MacDonald was particularly taken with the writing of D. H. Lawrence: his intimate explorations of women and men, their contending passions and the peculiar energies of love. The ethnic flavour of Irish authors such as Frank O’Connor and Seán Ó Faoláin also struck a chord. Much later, Michael McLaverty’s feeling for the rhythms of country life and John McGahern’s insights into the complex workings of the heart resonated with his own concerns.

After a year in London teaching at a boys’ preparatory school, MacDonald enrolled in graduate studies at Ohio State University, pursuing an M.A. while teaching full-time, writing when he could. After finishing his thesis on translations of
Beowulf,
he began a novel about a Great Lakes seaman examining his life and origins in Cape Breton, a place so formative in making him who he
was. Two chapters of this manuscript earned MacDonald a Wallace Stegner Fellowship to Stanford University. He finished the novel there, and although it taught him valuable lessons about language and craft, and pulled Cape Breton into the centre of his fiction, he recognized that the protagonist he’d created could not carry the whole novel, an assessment some publishers agreed with. His writing moved to the periphery of his life, and when he resumed writing seriously several years later, he concentrated on short stories.

MacDonald has always felt a deep respect for the compressive, lyric power of the short story genre. He bought land from a cousin on Boularderie Island, where he was born, and took up writing there in the summers. The Cape Breton he had been born in and was getting to know more year by year called up stories he wanted to tell. In that landscape and among those people, he found his voice.

Every fall, MacDonald returned to teach at Stanford, but he continued to write short fiction at the same time. Being among writers affiliated with Stanford over the years—Wallace Stegner, John L’Heureux, Scott Turow, Raymond Carver, and Ron Hansen, among others—kept his standards high. MacDonald describes himself as a slow writer: “It takes time to get what I want on the page.” He was content to complete one very polished story a year.

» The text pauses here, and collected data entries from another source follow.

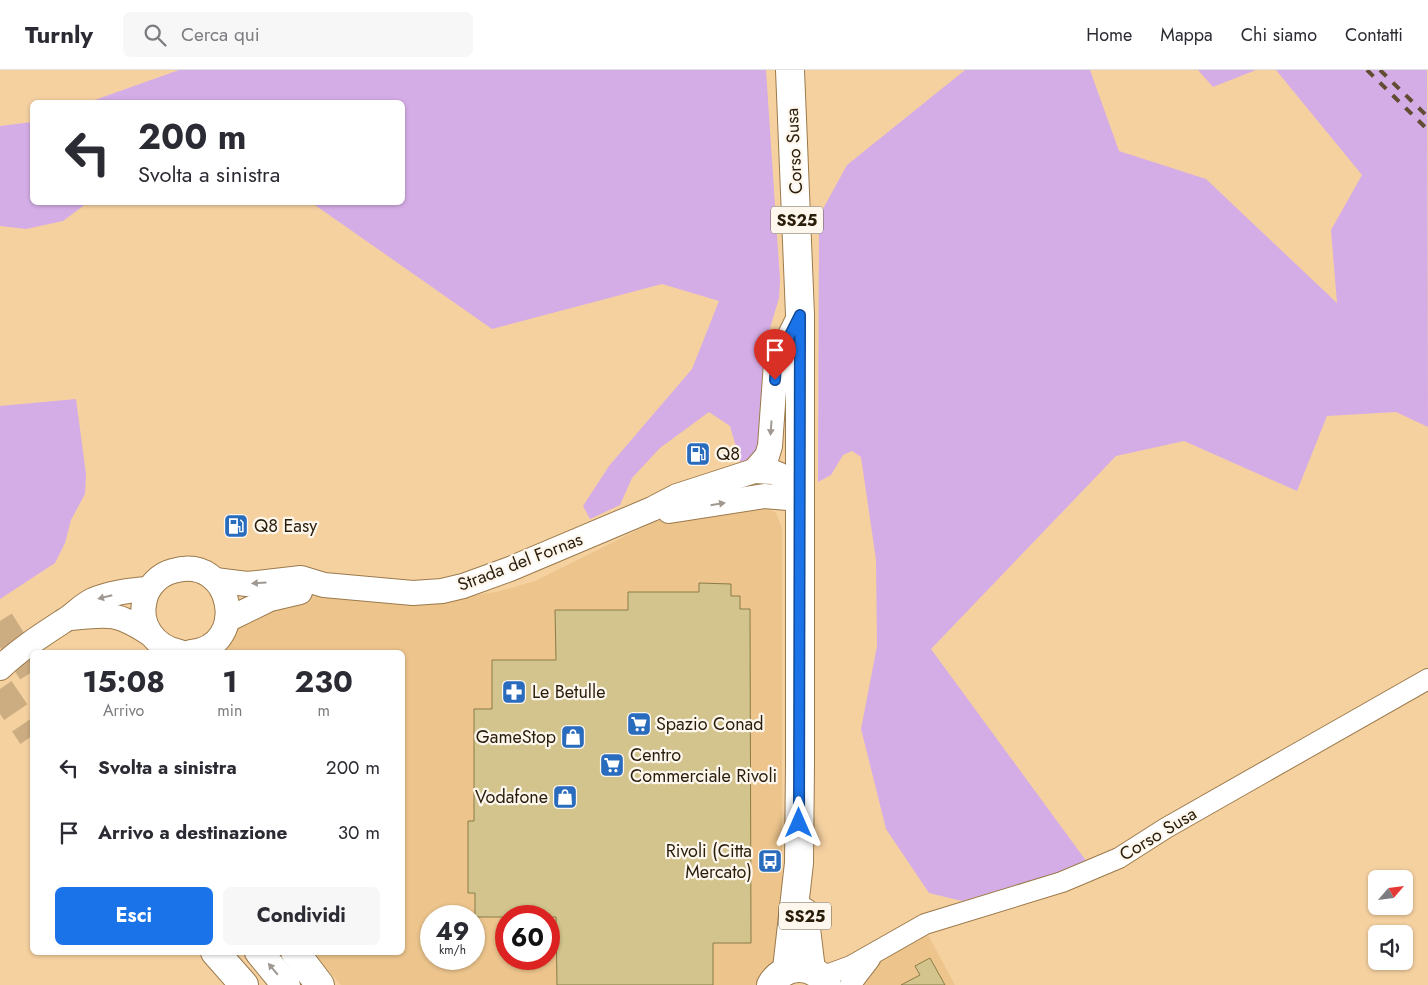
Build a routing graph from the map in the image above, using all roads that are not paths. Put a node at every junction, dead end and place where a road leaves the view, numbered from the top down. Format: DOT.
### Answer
graph roads {
  1 [pos="790,70"];
  2 [pos="800,315"];
  3 [pos="754,471"];
  4 [pos="800,499"];
  5 [pos="652,509"];
  6 [pos="215,580"];
  7 [pos="324,585"];
  8 [pos="149,589"];
  9 [pos="66,619"];
  10 [pos="227,620"];
  11 [pos="150,634"];
  12 [pos="170,650"];
  13 [pos="202,650"];
  14 [pos="0,668"];
  15 [pos="1428,679"];
  16 [pos="873,954"];
  17 [pos="217,955"];
  18 [pos="261,955"];
  19 [pos="297,955"];
  20 [pos="803,977"];
  21 [pos="239,981"];
  22 [pos="286,985"];
  23 [pos="320,985"];
  24 [pos="850,985"];
  1 -- 2 [label="main road, Corso Susa / SS25"];
  2 -- 3 [label="street, one-way"];
  2 -- 4 [label="main road, Corso Susa / SS25"];
  3 -- 4 [label="street, Strada del Fornas"];
  3 -- 5 [label="street, Strada del Fornas"];
  5 -- 4 [label="street, Strada del Fornas, one-way"];
  4 -- 20 [label="main road, Corso Susa / SS25"];
  5 -- 7 [label="street, Strada del Fornas"];
  7 -- 6 [label="street, Strada del Fornas, one-way"];
  6 -- 8 [label="street, Strada del Fornas"];
  6 -- 10 [label="street"];
  7 -- 10 [label="street, Strada del Fornas"];
  8 -- 9 [label="street, one-way"];
  8 -- 11 [label="street"];
  9 -- 11 [label="street"];
  9 -- 14 [label="street"];
  10 -- 13 [label="street"];
  11 -- 12 [label="street"];
  15 -- 16 [label="street, Corso Susa"];
  16 -- 20 [label="street, Corso Susa"];
  16 -- 24 [label="street, Corso Susa"];
  17 -- 21 [label="main road"];
  22 -- 18 [label="main road, one-way"];
  19 -- 23 [label="main road"];
}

This dedication to meticulously crafted prose has earned him a grant from the National Endowment for the Arts, two Pushcart Prizes, and an Ingram Merrill Award. His first short story collection,
Eyestone,
was published in 1989 and his first novel,
Cape Breton Road
, in 2001. He completed his
second short story collection,
All the Men Are Sleeping,
in 2003.
Lauchlin of the Bad Heart
, his second novel, received much acclaim and was longlisted for the 2007 Scotiabank Giller Prize.

MacDonald is currently at work on his third novel.